A verdade judicial é uma verdade relativa, a verdade possível, pois que a decisão é, ou pode ser, condicionada por uma plêiade de factores, alguns dos quais não precursores da sua justeza.

Mas tal é inelutável, devendo o juiz, para minimizar este risco, ter a capacidade e a sagacidade, com a exigível contribuição dos demais atores judiciários, para distinguir o «trigo do joio».”

Como bem se demonstra no Acórdão referido, não vislumbra o signatário qualquer impedimento no patrocínio judiciário da exequente, pelo que deverão ser ordenados os ulteriores termos do processo.

Esperando deferimento,

São os termos em que se requer.”

 

 

5.       Posteriormente, o Tribunal proferiu o seguinte despacho:

 

               “Vi a resposta do I. mandatário da exequente de 20-02-2024.

Porém, o meu despacho anterior não diz respeito nem contende com a exequibilidade do documento particular dado à execução, mas sim com matéria relativa à violação do dever previsto no art.º 99.º, do Estatuto da Ordem dos Advogados, como decorre, aliás, do recente Parecer do Conselho Regional de Coimbra da Ordem dos Advogados de 1 de março de 2024, n.º 26/PP/2023-C, cuja leitura aconselho, concedendo-lhe um prazo de 10 (dez) dias para esse efeito e para, querendo e dentro do mesmo prazo, substabelecer sem reserva ou renunciar à procuração.

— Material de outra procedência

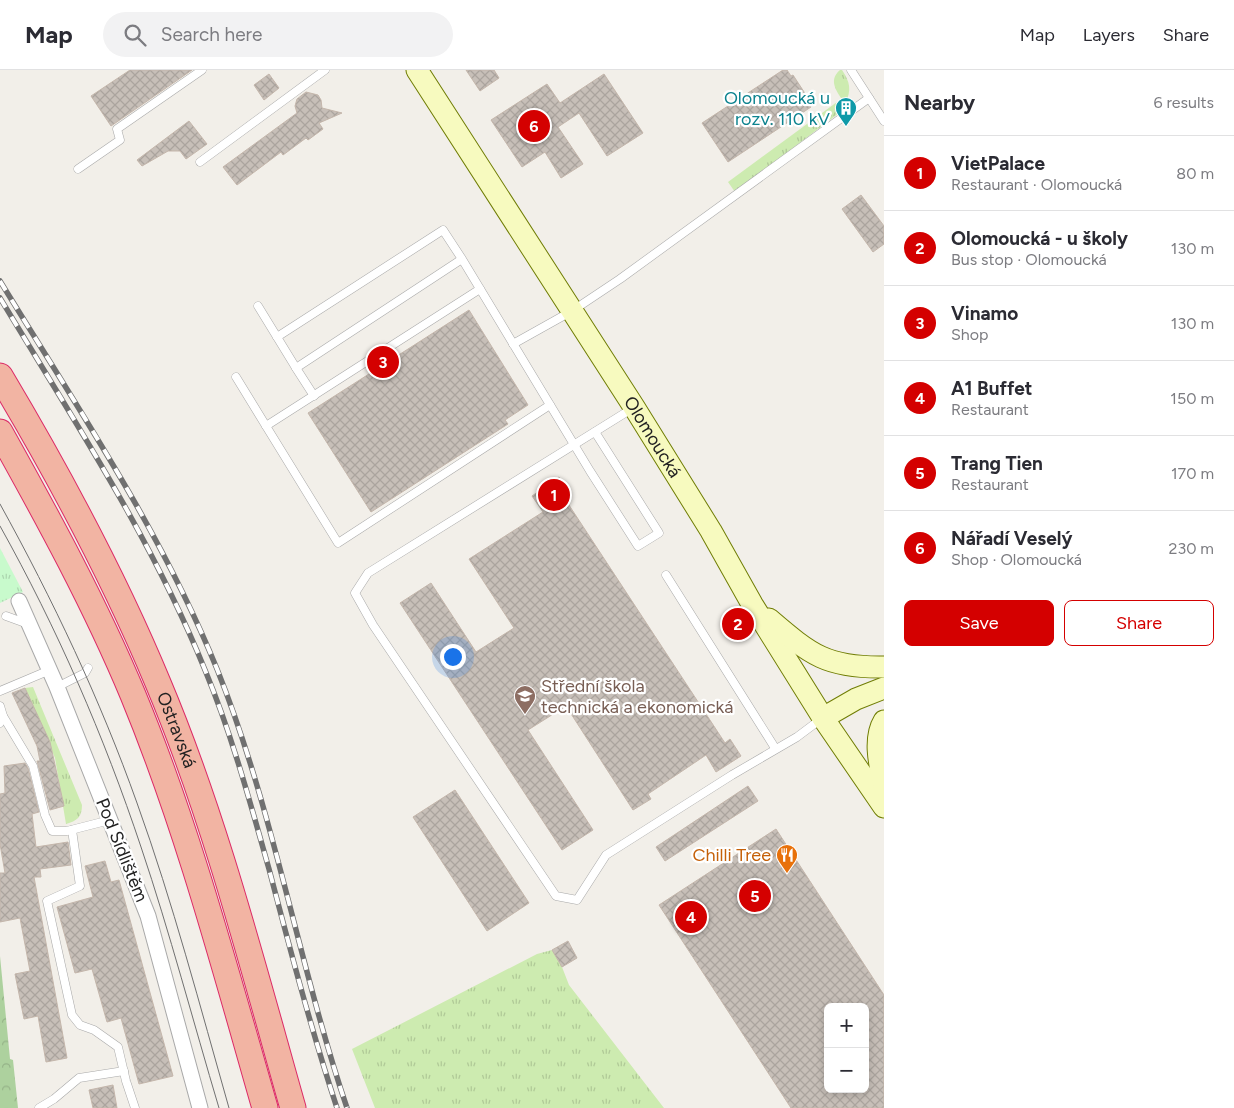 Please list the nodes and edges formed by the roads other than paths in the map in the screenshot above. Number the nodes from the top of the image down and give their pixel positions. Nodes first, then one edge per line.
1 (202, 70) edge
2 (325, 70) edge
3 (417, 70) edge
4 (851, 70) edge
5 (869, 98) junction
6 (884, 121) edge
7 (200, 162) dead end
8 (78, 169) dead end
9 (462, 259) junction
10 (480, 289) junction
11 (258, 306) dead end
12 (572, 311) junction
13 (277, 337) junction
14 (513, 344) junction
15 (296, 368) junction
16 (0, 376) edge
17 (236, 377) dead end
18 (314, 396) junction
19 (550, 405) junction
20 (634, 407) junction
21 (266, 426) junction
22 (0, 432) edge
23 (595, 432) junction
24 (575, 446) junction
25 (666, 575) dead end
26 (19, 601) dead end
27 (752, 604) junction
28 (6, 616) dead end
29 (30, 625) junction
30 (884, 667) edge
31 (88, 668) dead end
32 (50, 670) junction
33 (57, 687) junction
34 (884, 688) edge
35 (0, 691) edge
36 (0, 706) edge
37 (823, 718) junction
38 (2, 719) edge
39 (884, 721) edge
40 (775, 748) junction
41 (884, 786) edge
42 (884, 807) edge
43 (110, 820) junction
44 (72, 830) junction
45 (254, 968) junction
46 (124, 1071) junction
47 (254, 1072) junction
48 (40, 1108) edge
49 (135, 1108) edge
50 (200, 1108) edge
51 (259, 1108) edge
52 (265, 1108) edge
53 (293, 1108) edge
54 (308, 1108) edge

1 - 8 lane
2 - 7 lane
3 - 12 main road, Olomoucká
4 - 5 lane
5 - 6 lane
5 - 12 lane
9 - 10 lane
9 - 13 lane
9 - 15 lane
10 - 14 lane
10 - 18 lane
11 - 13 lane
12 - 14 lane
12 - 20 main road, Olomoucká
13 - 15 lane
14 - 19 lane
15 - 18 lane
16 - 45 highway, Ostravská
17 - 21 lane
18 - 21 lane
19 - 21 lane
19 - 24 lane
20 - 23 lane
20 - 27 main road, Olomoucká
22 - 47 highway, Ostravská
23 - 24 lane
23 - 24 lane
24 - 40 lane
25 - 40 lane
26 - 29 street, Pod Sídlištěm
27 - 30 main road
27 - 37 main road, Olomoucká
28 - 29 lane
29 - 32 street, Pod Sídlištěm
31 - 33 lane
32 - 33 street, Pod Sídlištěm
32 - 35 lane
33 - 43 street, Pod Sídlištěm
34 - 37 main road
36 - 38 lane
37 - 40 lane
37 - 42 main road, Olomoucká
38 - 44 lane
39 - 41 main road
43 - 44 lane
43 - 50 street, Pod Sídlištěm
44 - 46 lane
45 - 53 highway, Ostravská
45 - 54 highway
46 - 48 lane
46 - 49 lane
47 - 51 highway
47 - 52 highway, Ostravská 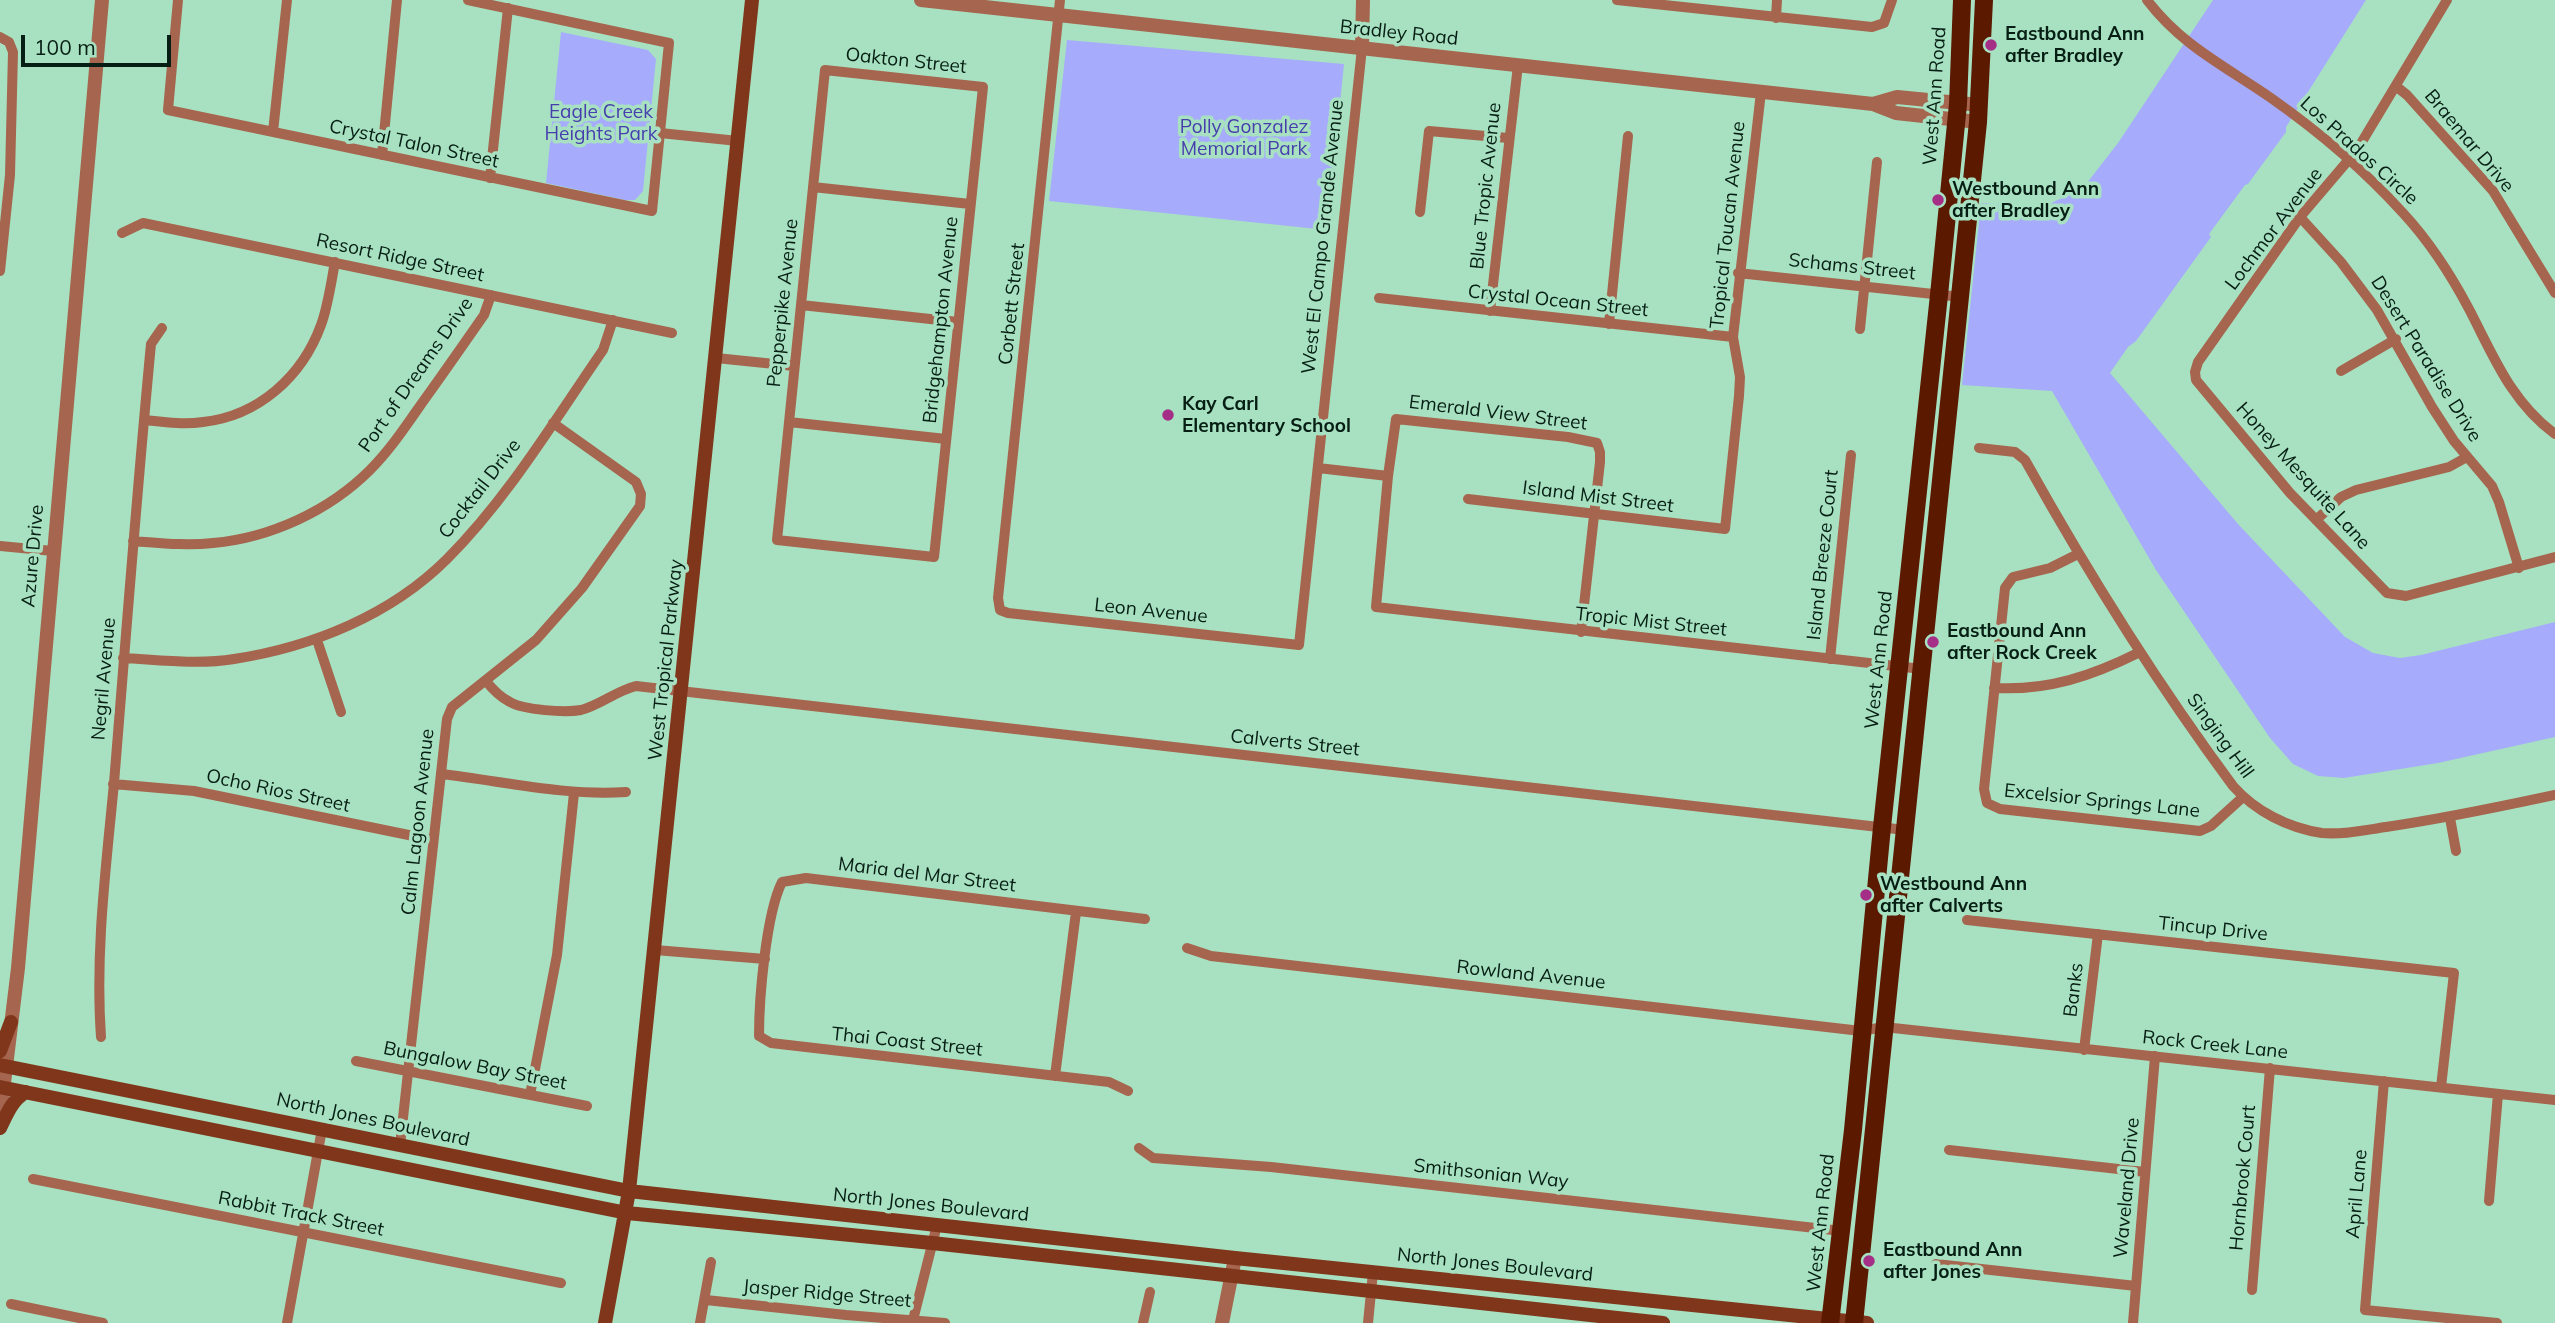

Notifique e comunique à Agente de Execução, que deverá aguardar que a questão supra referida seja resolvida.” (nosso sublinhado)

 

IV – DA (IN)EXISTÊNCIA DE CONFLITO DE INTERESSES

 

Ora, sem necessidade de maiores considerações, temos que a questão concreta submetida à cognição deste Conselho Regional se subsume à temática de carácter profissional atinente à eventual existência de conflito de interesses, tratada no título III do EOA, sob a epígrafe “Deontologia Profissional”, mais concretamente, no capítulo II, que versa sobre a relação entre advogados e clientes, sendo à luz das disposições legais contidas nos artigos 89.º e  99.º do mencionado diploma que deve ser analisado e enquadrado o caso vertente.

 

A consagração estatutária do instituto do “Conflito de Interesses” radica nos princípios da independência, da confiança e da dignidade e constitui expressa manifestação do princípio geral previsto no artigo 89.º do EOA, segundo o qual “O Advogado, no exercício da profissão mantém sempre em quaisquer circunstâncias a sua independência, devendo agir livre de qualquer pressão, especialmente a que resulte dos seus próprios interesses ou de influências exteriores, abstendo-se de negligenciar a deontologia profissional no intuito de agradar ao seu cliente, aos colegas, ao tribunal ou a terceiros.”

 

O Advogado no exercício da profissão está, irremediavelmente, vinculado ao rigoroso cumprimento dos deveres plasmados no EOA, impondo-se a sua escrupulosa observância de molde a garantir a dignidade e prestígio da advocacia.

 

O Advogado é parte integrante e essencial à administração da justiça, conforme consagração constitucional no artigo 208.º da Constituição da República Portuguesa, replicado no artigo 88.º do EOA, devendo, assim, assumir “um comportamento público e profissional adequado à dignidade e responsabilidade da função que exerce, cumprindo pontual e escrupulosamente os deveres consignados no Estatuto e todos aqueles que a lei, os usos, costumes e tradições profissionais lhe impõem.”

 

Na configuração da advocacia como uma actividade de natureza liberal, que prossegue um notório e preponderante interesse público, é-lhe conferida uma elevada relevância social.

 

E é, precisamente, na senda do interesse público da advocacia que surge a consagração do instituto do conflito de interesses, com o objectivo de prosseguir a tripla função: a) de defesa da comunidade em geral e dos clientes das actuações menos lícitas e/ou danosas por parte de um qualquer Advogado, conluiados ou não com algum ou alguns dos seus clientes; b) de defesa do próprio Advogado da possibilidade de, sobre ele, recair a suspeita de actuar, no exercício da profissão, visando qualquer outro interesse que não seja o da defesa intransigente dos direitos e interesses dos seus clientes; c) de defesa da dignificação da própria profissão.

 

A propósito dos deveres impostos ao Advogado nas relações estabelecidas com os seus clientes, elenca o artigo 99.º do EOA, de forma não taxativa, as situações em que este deve recusar o patrocínio face à iminência ou mera possibilidade de ver diminuída a respectiva independência, confiança, lealdade ou mesmo susceptíveis de contender com o mais caro dever de guardar sigilo profissional.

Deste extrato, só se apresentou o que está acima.